PROBLEM ::
Ignoring the pictures, copy the data exactly.

DATA EXTRACTS ::
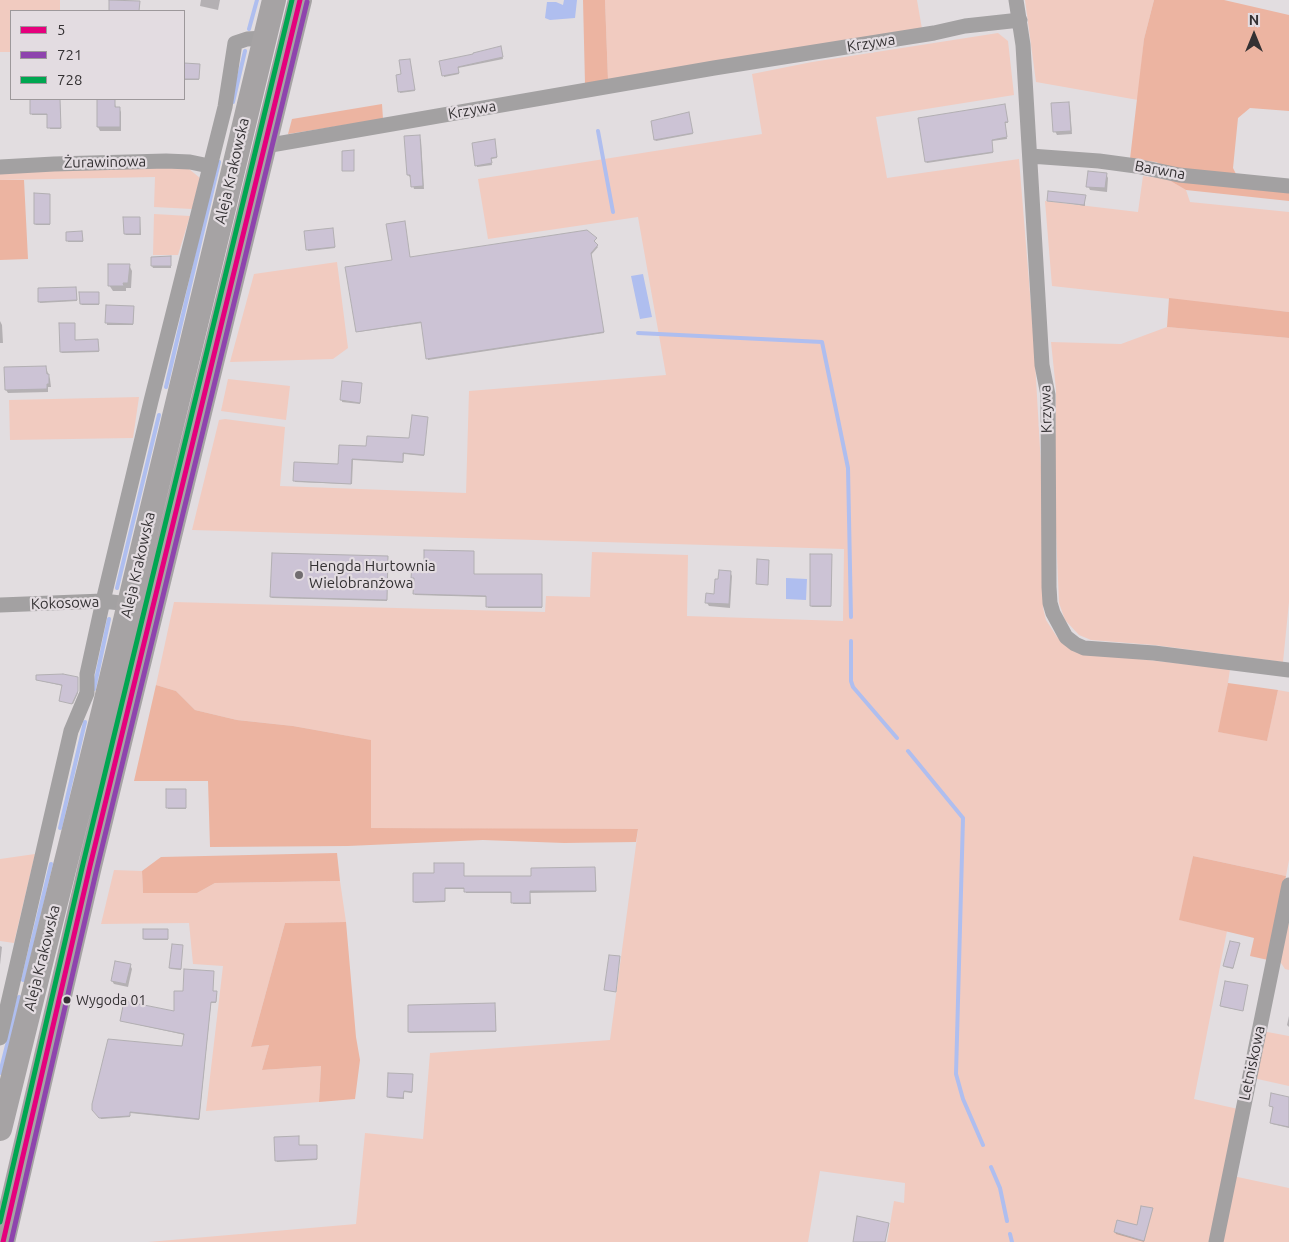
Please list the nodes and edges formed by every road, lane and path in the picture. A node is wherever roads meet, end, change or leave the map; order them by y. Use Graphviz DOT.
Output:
graph roads {
  1 [pos="274,0"];
  2 [pos="300,0"];
  3 [pos="1016,0"];
  4 [pos="1020,20"];
  5 [pos="264,38"];
  6 [pos="265,146"];
  7 [pos="1030,156"];
  8 [pos="210,166"];
  9 [pos="0,167"];
  10 [pos="1289,186"];
  11 [pos="150,401"];
  12 [pos="176,406"];
  13 [pos="103,601"];
  14 [pos="0,604"];
  15 [pos="129,604"];
  16 [pos="1289,670"];
  17 [pos="92,710"];
  18 [pos="1289,885"];
  19 [pos="0,1038"];
  20 [pos="0,1128"];
  21 [pos="3,1242"];
  22 [pos="1216,1242"];
  1 -- 5 [label="main road, Aleja Krakowska"];
  2 -- 6 [label="main road, Aleja Krakowska"];
  3 -- 4 [label="street"];
  4 -- 6 [label="street, Krzywa"];
  4 -- 7 [label="street, Krzywa"];
  5 -- 8 [label="street"];
  5 -- 12 [label="main road, Aleja Krakowska"];
  6 -- 21 [label="main road, Aleja Krakowska"];
  7 -- 10 [label="street, Barwna"];
  7 -- 16 [label="street, Krzywa"];
  8 -- 9 [label="street, Żurawinowa"];
  8 -- 11 [label="street"];
  11 -- 12 [label="street"];
  11 -- 13 [label="street"];
  12 -- 15 [label="main road, Aleja Krakowska"];
  13 -- 14 [label="street, Kokosowa"];
  13 -- 15 [label="street, Kokosowa"];
  13 -- 17 [label="street"];
  15 -- 17 [label="main road, Aleja Krakowska"];
  17 -- 19 [label="street"];
  17 -- 20 [label="main road, Aleja Krakowska"];
  18 -- 22 [label="street, Letniskowa"];
}
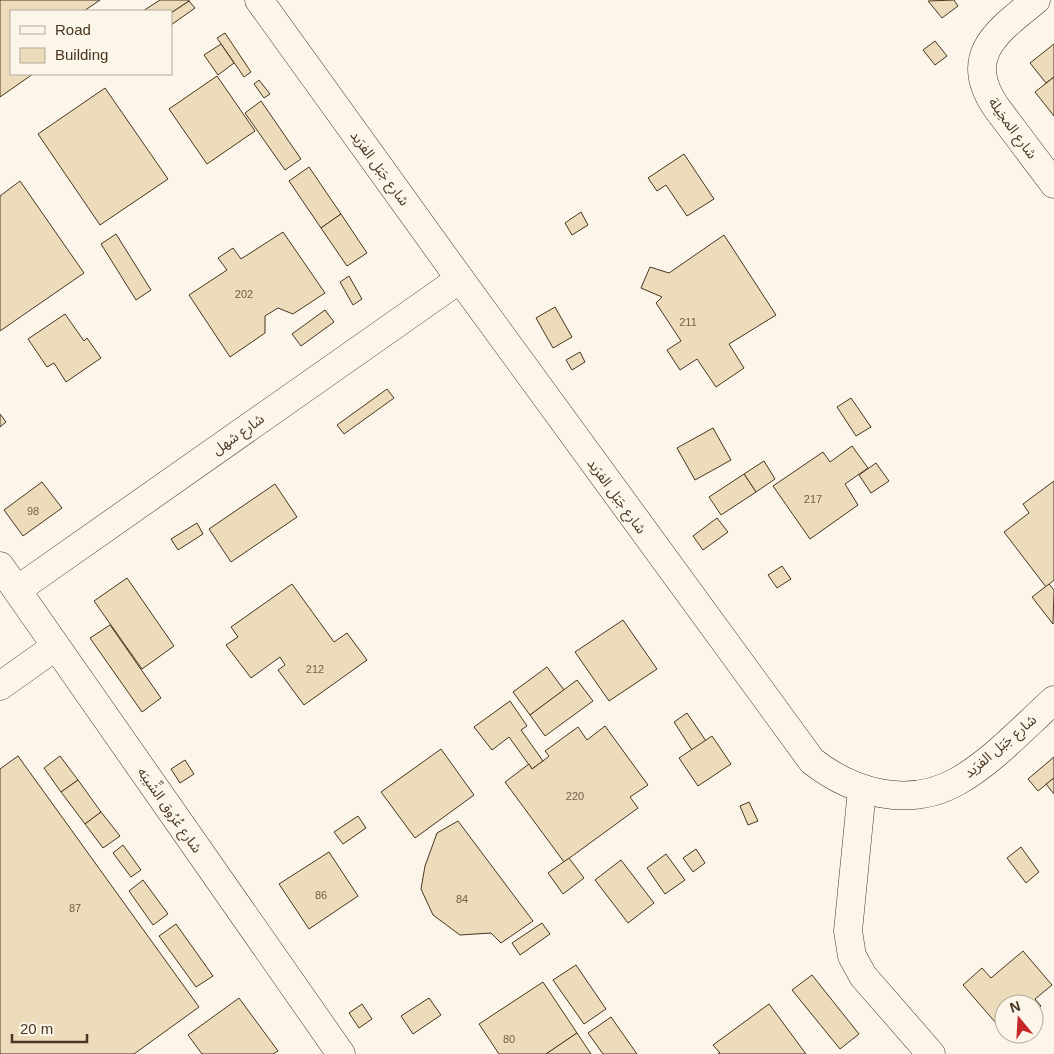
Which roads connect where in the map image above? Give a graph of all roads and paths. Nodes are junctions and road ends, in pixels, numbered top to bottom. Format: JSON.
{"nodes":[{"id":1,"x":260,"y":0,"type":"edge"},
{"id":2,"x":1036,"y":0,"type":"edge"},
{"id":3,"x":1054,"y":184,"type":"edge"},
{"id":4,"x":460,"y":279,"type":"junction"},
{"id":5,"x":0,"y":566,"type":"edge"},
{"id":6,"x":17,"y":590,"type":"junction"},
{"id":7,"x":55,"y":647,"type":"junction"},
{"id":8,"x":0,"y":686,"type":"edge"},
{"id":9,"x":1054,"y":700,"type":"edge"},
{"id":10,"x":862,"y":790,"type":"junction"},
{"id":11,"x":341,"y":1054,"type":"edge"},
{"id":12,"x":931,"y":1054,"type":"edge"}],
"edges":[{"from":1,"to":4,"type":"street","name":"شارع جَبَل الفرَيد"},
{"from":2,"to":3,"type":"street","name":"شارع المخِيلة"},
{"from":4,"to":6,"type":"street","name":"شارع شهل"},
{"from":4,"to":10,"type":"street","name":"شارع جَبَل الفرَيد"},
{"from":5,"to":6,"type":"street","name":"شارع عُرُوق الشِّيبَه"},
{"from":6,"to":7,"type":"street","name":"شارع عُرُوق الشِّيبَه"},
{"from":7,"to":8,"type":"street"},
{"from":7,"to":11,"type":"street","name":"شارع عُرُوق الشِّيبَه"},
{"from":9,"to":10,"type":"street","name":"شارع جَبَل الفرَيد"},
{"from":10,"to":12,"type":"street"}]}
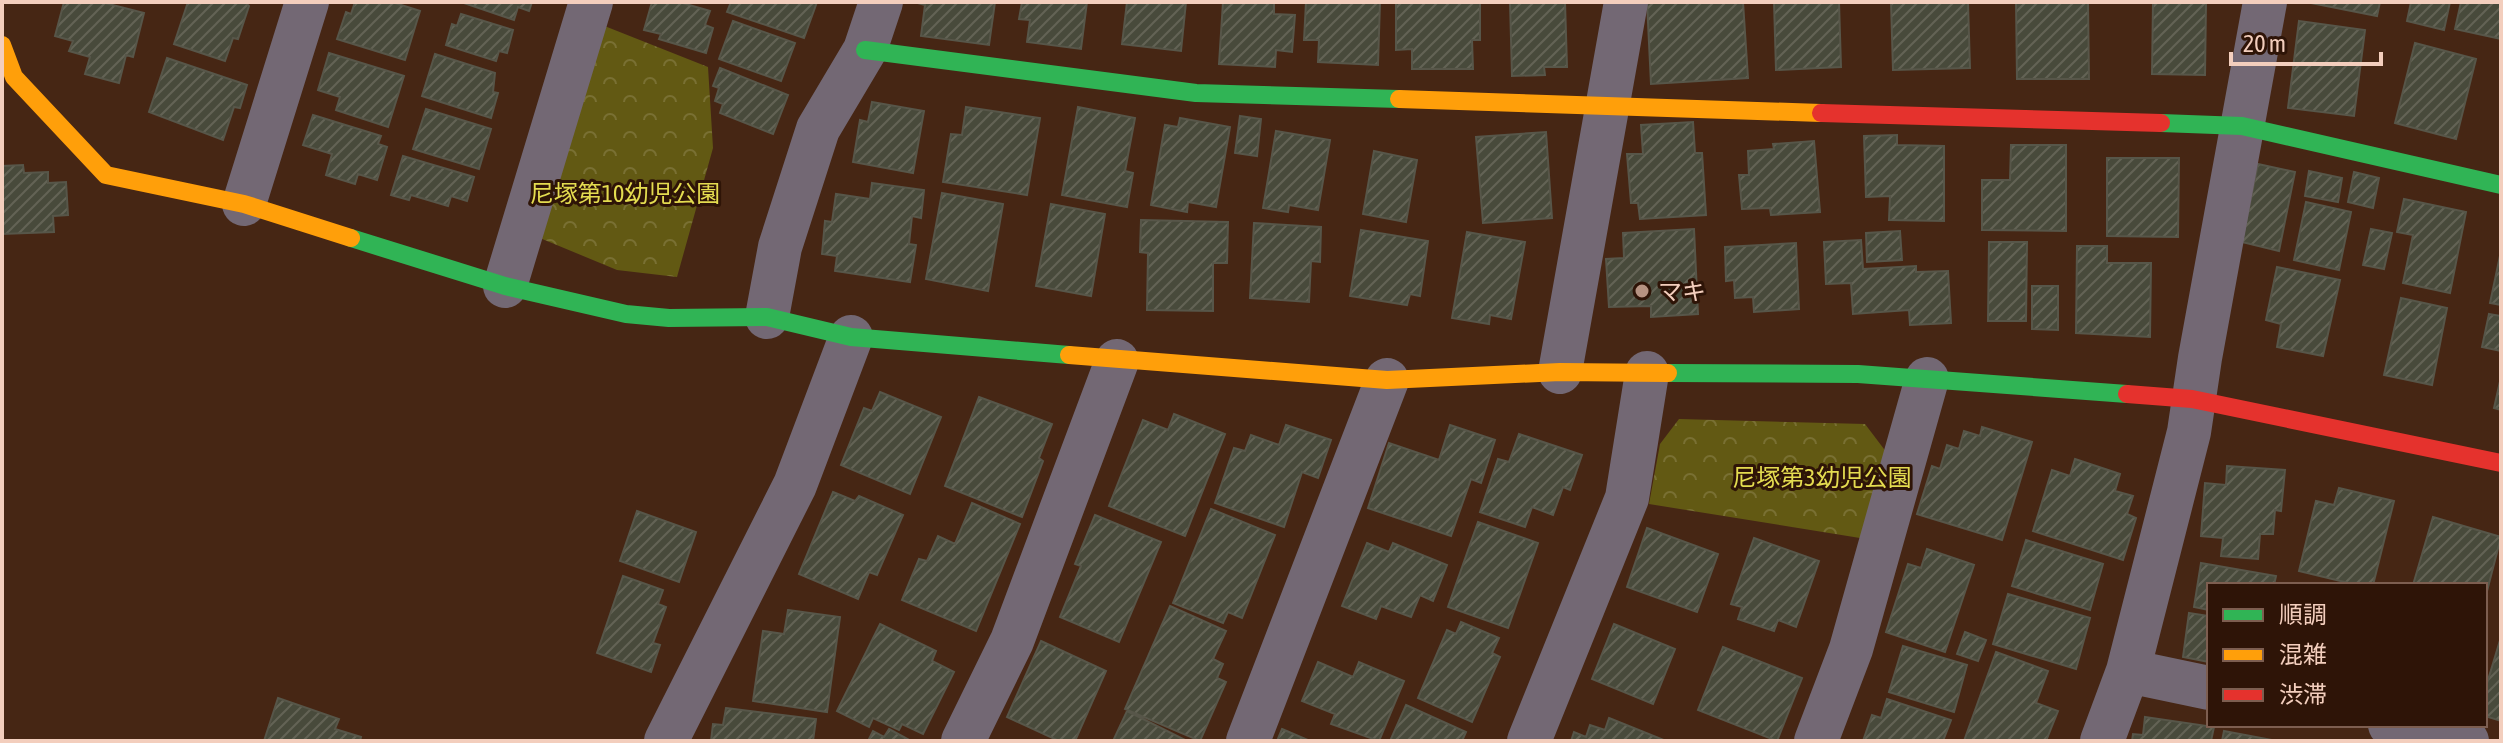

EXERCISE RESPONSE ::
Please list the nodes and edges formed by every road, lane and path in the picture. A node is wherever roads meet, end, change or leave the map; order them by y. Use Graphviz DOT.
Output:
graph roads {
  1 [pos="274,0"];
  2 [pos="300,0"];
  3 [pos="1016,0"];
  4 [pos="1020,20"];
  5 [pos="264,38"];
  6 [pos="265,146"];
  7 [pos="1030,156"];
  8 [pos="210,166"];
  9 [pos="0,167"];
  10 [pos="1289,186"];
  11 [pos="150,401"];
  12 [pos="176,406"];
  13 [pos="103,601"];
  14 [pos="0,604"];
  15 [pos="129,604"];
  16 [pos="1289,670"];
  17 [pos="92,710"];
  18 [pos="1289,885"];
  19 [pos="0,1038"];
  20 [pos="0,1128"];
  21 [pos="3,1242"];
  22 [pos="1216,1242"];
  1 -- 5 [label="main road, Aleja Krakowska"];
  2 -- 6 [label="main road, Aleja Krakowska"];
  3 -- 4 [label="street"];
  4 -- 6 [label="street, Krzywa"];
  4 -- 7 [label="street, Krzywa"];
  5 -- 8 [label="street"];
  5 -- 12 [label="main road, Aleja Krakowska"];
  6 -- 21 [label="main road, Aleja Krakowska"];
  7 -- 10 [label="street, Barwna"];
  7 -- 16 [label="street, Krzywa"];
  8 -- 9 [label="street, Żurawinowa"];
  8 -- 11 [label="street"];
  11 -- 12 [label="street"];
  11 -- 13 [label="street"];
  12 -- 15 [label="main road, Aleja Krakowska"];
  13 -- 14 [label="street, Kokosowa"];
  13 -- 15 [label="street, Kokosowa"];
  13 -- 17 [label="street"];
  15 -- 17 [label="main road, Aleja Krakowska"];
  17 -- 19 [label="street"];
  17 -- 20 [label="main road, Aleja Krakowska"];
  18 -- 22 [label="street, Letniskowa"];
}
Which roads connect where in the map image above? Give a graph of all roads and paths. Nodes are junctions and road ends, in pixels, numbered top to bottom. Format: JSON.
{"nodes":[{"id":1,"x":260,"y":0,"type":"edge"},
{"id":2,"x":1036,"y":0,"type":"edge"},
{"id":3,"x":1054,"y":184,"type":"edge"},
{"id":4,"x":460,"y":279,"type":"junction"},
{"id":5,"x":0,"y":566,"type":"edge"},
{"id":6,"x":17,"y":590,"type":"junction"},
{"id":7,"x":55,"y":647,"type":"junction"},
{"id":8,"x":0,"y":686,"type":"edge"},
{"id":9,"x":1054,"y":700,"type":"edge"},
{"id":10,"x":862,"y":790,"type":"junction"},
{"id":11,"x":341,"y":1054,"type":"edge"},
{"id":12,"x":931,"y":1054,"type":"edge"}],
"edges":[{"from":1,"to":4,"type":"street","name":"شارع جَبَل الفرَيد"},
{"from":2,"to":3,"type":"street","name":"شارع المخِيلة"},
{"from":4,"to":6,"type":"street","name":"شارع شهل"},
{"from":4,"to":10,"type":"street","name":"شارع جَبَل الفرَيد"},
{"from":5,"to":6,"type":"street","name":"شارع عُرُوق الشِّيبَه"},
{"from":6,"to":7,"type":"street","name":"شارع عُرُوق الشِّيبَه"},
{"from":7,"to":8,"type":"street"},
{"from":7,"to":11,"type":"street","name":"شارع عُرُوق الشِّيبَه"},
{"from":9,"to":10,"type":"street","name":"شارع جَبَل الفرَيد"},
{"from":10,"to":12,"type":"street"}]}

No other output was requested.